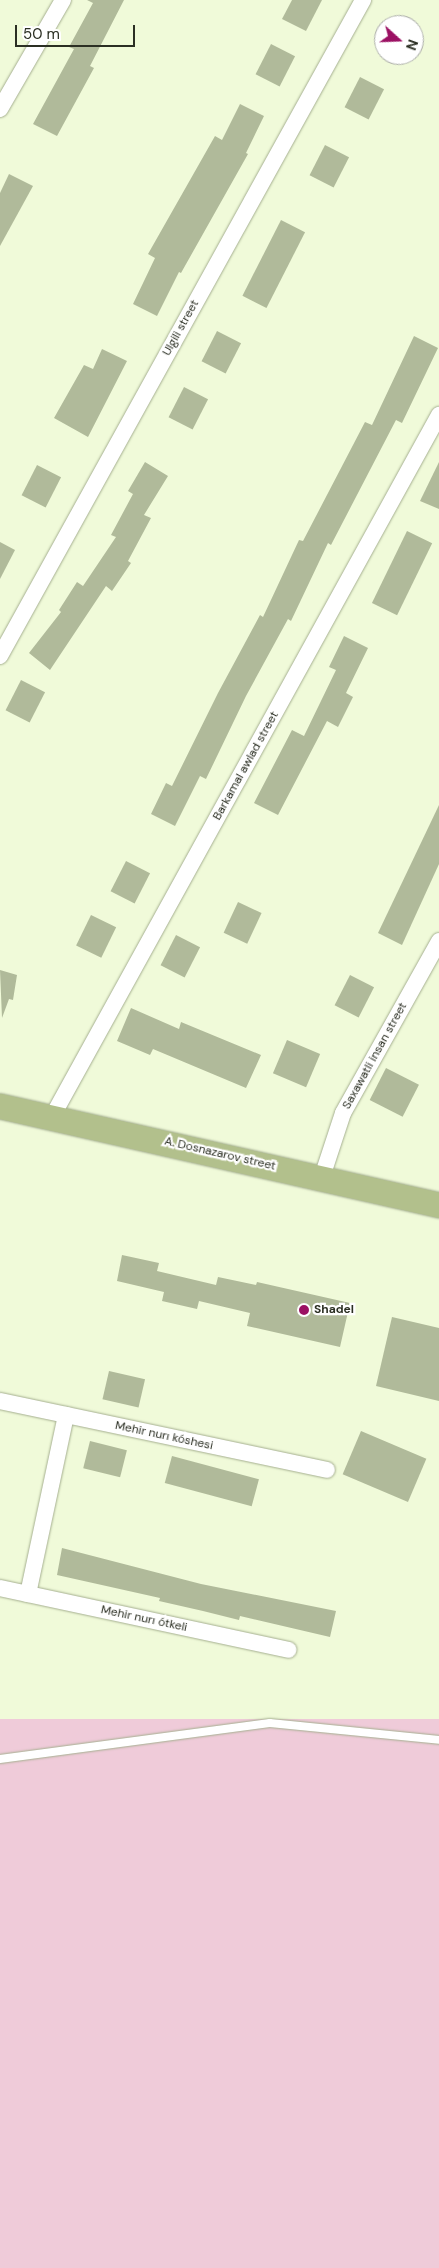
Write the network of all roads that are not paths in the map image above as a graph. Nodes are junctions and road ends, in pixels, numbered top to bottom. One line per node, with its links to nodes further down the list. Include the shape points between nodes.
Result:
1 (63, 0): 3 (street)
2 (363, 0): 5 (street, Ulgili street)
3 (0, 109)
4 (439, 415): 8 (street, Barkamal awlad street)
5 (0, 656)
6 (439, 941): 9 (street, Saxawatli insan street, via 343,1113)
7 (0, 1106): 8 (main road, A. Dosnazarov street)
8 (52, 1117): 9 (main road, A. Dosnazarov street)
9 (322, 1177): 10 (main road, A. Dosnazarov street)
10 (439, 1205)
11 (0, 1401): 12 (street, Mehir nurı kóshesi)
12 (66, 1415): 13 (street, Mehir nurı kóshesi); 15 (street)
13 (328, 1470)
14 (0, 1588): 15 (street, Mehir nurı ótkeli)
15 (28, 1594): 16 (street, Mehir nurı ótkeli)
16 (288, 1650)
17 (439, 1740): 18 (lane, via 270,1723)
18 (0, 1759)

────────────────

When you retype the records, keep every word exactly as written and exclude the pictures.

Write the network of all roads that are not paths in the map image above as a graph. Nodes are junctions and road ends, in pixels, numbered top to bottom. One line per node, with its links to nodes further down the list. Include the shape points between nodes.
Result:
1 (63, 0): 3 (street)
2 (363, 0): 5 (street, Ulgili street)
3 (0, 109)
4 (439, 415): 8 (street, Barkamal awlad street)
5 (0, 656)
6 (439, 941): 9 (street, Saxawatli insan street, via 343,1113)
7 (0, 1106): 8 (main road, A. Dosnazarov street)
8 (52, 1117): 9 (main road, A. Dosnazarov street)
9 (322, 1177): 10 (main road, A. Dosnazarov street)
10 (439, 1205)
11 (0, 1401): 12 (street, Mehir nurı kóshesi)
12 (66, 1415): 13 (street, Mehir nurı kóshesi); 15 (street)
13 (328, 1470)
14 (0, 1588): 15 (street, Mehir nurı ótkeli)
15 (28, 1594): 16 (street, Mehir nurı ótkeli)
16 (288, 1650)
17 (439, 1740): 18 (lane, via 270,1723)
18 (0, 1759)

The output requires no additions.